##### MATERIAL FOR THE TASK #####
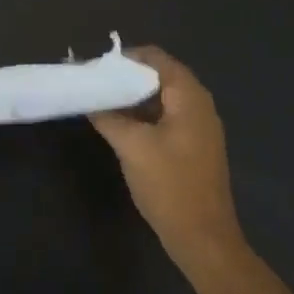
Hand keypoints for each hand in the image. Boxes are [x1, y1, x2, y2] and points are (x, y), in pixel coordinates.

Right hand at [88, 47, 245, 264]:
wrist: (202, 235)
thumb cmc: (169, 185)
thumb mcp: (132, 147)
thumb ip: (110, 118)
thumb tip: (91, 100)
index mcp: (190, 96)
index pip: (156, 58)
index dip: (125, 58)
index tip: (95, 68)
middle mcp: (200, 104)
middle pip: (160, 76)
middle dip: (127, 78)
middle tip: (95, 85)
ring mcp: (200, 127)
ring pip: (163, 100)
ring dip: (134, 99)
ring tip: (102, 104)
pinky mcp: (195, 147)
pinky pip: (168, 119)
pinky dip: (145, 117)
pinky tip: (122, 128)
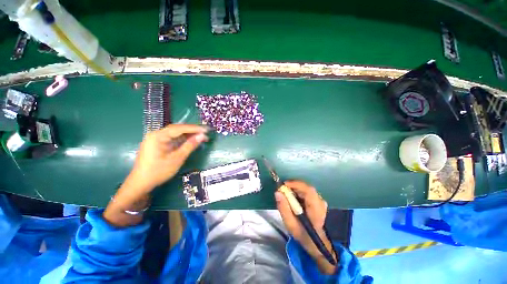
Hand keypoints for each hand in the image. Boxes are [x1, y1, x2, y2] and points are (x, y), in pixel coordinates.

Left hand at [128, 124, 208, 192]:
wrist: (141, 183)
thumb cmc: (158, 171)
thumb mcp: (177, 158)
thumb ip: (190, 145)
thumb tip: (202, 136)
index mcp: (158, 136)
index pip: (179, 128)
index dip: (194, 128)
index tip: (206, 129)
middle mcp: (156, 134)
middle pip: (177, 129)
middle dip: (192, 130)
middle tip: (205, 132)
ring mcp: (156, 139)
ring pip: (175, 133)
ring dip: (188, 134)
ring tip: (201, 136)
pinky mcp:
#####
* TRY IT
Select and copy each line from the data that includes the word "index".

* EXPECTED OUTPUT
index mcp: (190, 96)
index pip: (156, 58)
index dip: (125, 58)
index tip: (95, 68)
index mcp: (158, 136)
index pip: (179, 128)
index dip: (194, 128)
index tip: (206, 129)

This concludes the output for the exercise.